For purposes of the above table, the "total annualized base rent" column represents annualized base rent. For purposes of this column, we made no assumptions regarding the re-leasing of expiring leases. Therefore, as each lease expires, no amount is included in this column for any subsequent year for that lease. In view of the assumption made with regard to total annual base rent, the percent of annual base rent represented by expiring leases may not be reflective of the expected actual percentages. This should not be deemed indicative of or a prediction of future actual results. It is the opinion of our management that the space for expiring leases will be re-leased at market rates existing at the time of the expiration of those leases.

 

Plan of Distribution

As of January 31, 2001, we sold 13,687,349 shares in our first offering resulting in gross proceeds of $136,454,948. In addition, we received $200,000 from our Advisor in exchange for 20,000 shares. Inland Securities Corporation, an affiliate of our Advisor, served as dealer manager of this offering and was entitled to receive selling commissions and certain other fees, as discussed further in our Prospectus. As of January 31, 2001, we had incurred $11,588,024 of commissions and fees payable to Inland Securities Corporation, which results in our receipt of $125,066,924 of net proceeds from the sale of those 13,687,349 shares. As of January 31, 2001 the first offering terminated. Our current offering began February 1, 2001. As of May 16, 2001, we had sold 4,006,609 shares in our current offering resulting in gross proceeds of $39,366,087. Inland Securities Corporation, an affiliate of our Advisor, serves as dealer manager of this offering and is entitled to receive selling commissions and certain other fees, as discussed further in our Prospectus. As of May 16, 2001, we had incurred $2,890,407 of commissions and fees payable to Inland Securities Corporation, which results in our receipt of $36,475,680 of net proceeds from the sale of those 4,006,609 shares. An additional 407,538 shares have been sold pursuant to our Distribution Reinvestment Program as of May 16, 2001, for which we have received additional net proceeds of $3,871,609. As of May 16, 2001, we had repurchased 89,843 shares through our Share Repurchase Program resulting in disbursements totaling $814,629. As a result, our net offering proceeds from both offerings total approximately $164,599,584 as of May 16, 2001, including amounts raised through our Distribution Reinvestment Program, net of shares repurchased through our Share Repurchase Program.

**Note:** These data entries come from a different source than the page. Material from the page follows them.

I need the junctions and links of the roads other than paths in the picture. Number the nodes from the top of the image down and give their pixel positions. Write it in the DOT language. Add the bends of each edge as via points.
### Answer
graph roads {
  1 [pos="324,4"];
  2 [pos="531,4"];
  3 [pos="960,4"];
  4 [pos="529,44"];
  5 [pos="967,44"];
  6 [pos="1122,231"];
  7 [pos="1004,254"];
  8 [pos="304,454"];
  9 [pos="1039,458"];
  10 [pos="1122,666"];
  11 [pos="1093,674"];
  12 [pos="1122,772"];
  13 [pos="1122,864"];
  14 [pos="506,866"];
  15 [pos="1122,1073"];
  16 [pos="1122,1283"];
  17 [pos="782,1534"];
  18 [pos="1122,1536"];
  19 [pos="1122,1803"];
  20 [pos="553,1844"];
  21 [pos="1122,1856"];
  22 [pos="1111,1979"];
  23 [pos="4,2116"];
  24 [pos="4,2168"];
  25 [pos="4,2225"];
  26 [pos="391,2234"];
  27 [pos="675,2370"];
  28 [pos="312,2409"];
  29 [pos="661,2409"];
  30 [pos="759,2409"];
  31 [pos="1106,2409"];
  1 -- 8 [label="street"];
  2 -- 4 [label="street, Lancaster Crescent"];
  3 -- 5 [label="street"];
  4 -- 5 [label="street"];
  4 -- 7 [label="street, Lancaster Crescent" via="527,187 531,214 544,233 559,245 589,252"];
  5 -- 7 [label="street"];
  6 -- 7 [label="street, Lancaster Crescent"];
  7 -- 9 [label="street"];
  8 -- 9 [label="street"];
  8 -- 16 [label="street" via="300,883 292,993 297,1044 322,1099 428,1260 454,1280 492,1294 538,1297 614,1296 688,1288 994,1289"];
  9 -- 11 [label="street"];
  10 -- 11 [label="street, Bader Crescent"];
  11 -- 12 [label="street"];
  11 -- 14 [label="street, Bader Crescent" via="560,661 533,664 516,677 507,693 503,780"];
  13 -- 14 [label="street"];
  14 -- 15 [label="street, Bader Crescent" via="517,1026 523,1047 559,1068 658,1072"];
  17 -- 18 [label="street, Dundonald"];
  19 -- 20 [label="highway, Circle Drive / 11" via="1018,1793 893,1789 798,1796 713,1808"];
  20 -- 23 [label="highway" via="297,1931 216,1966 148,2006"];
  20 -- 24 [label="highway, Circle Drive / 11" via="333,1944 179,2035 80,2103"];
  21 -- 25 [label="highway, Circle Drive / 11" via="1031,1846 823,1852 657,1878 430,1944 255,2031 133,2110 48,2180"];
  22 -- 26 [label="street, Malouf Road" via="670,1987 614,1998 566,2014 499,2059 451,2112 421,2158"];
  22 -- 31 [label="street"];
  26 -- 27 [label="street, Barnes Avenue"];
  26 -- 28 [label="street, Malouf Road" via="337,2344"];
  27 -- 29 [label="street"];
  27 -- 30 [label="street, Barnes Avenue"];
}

We also pay an affiliate of our Advisor, which is owned principally by individuals who are affiliates of Inland, fees to manage and lease our properties. For the year ended December 31, 2000 and for the period ending December 31, 1999, we have incurred and paid property management fees of $926,978 and $225,665, respectively. Our Advisor may also receive an annual asset management fee of not more than 1% of our average invested assets, to be paid quarterly. For the year ended December 31, 2000, we had incurred $120,000 of such fees. For the year ending December 31, 1999, we had not paid or incurred any asset management fees. We may pay expenses associated with property acquisitions of up to .5% of the money that we raise in this Offering but in no event will we pay acquisition expenses on any individual property that exceeds 6% of its purchase price. Acquisition expenses totaling approximately $1,606,000 are included in the purchase prices we have paid for all our properties purchased through May 16, 2001. As of May 16, 2001, we had invested approximately $122,076,000 in properties that we purchased for an aggregate purchase price of approximately $257,879,000. After expenditures for organization and offering expenses and acquisition expenses and establishing appropriate reserves, as of May 16, 2001, we had net offering proceeds of approximately $6,000,000 available for investment in additional properties.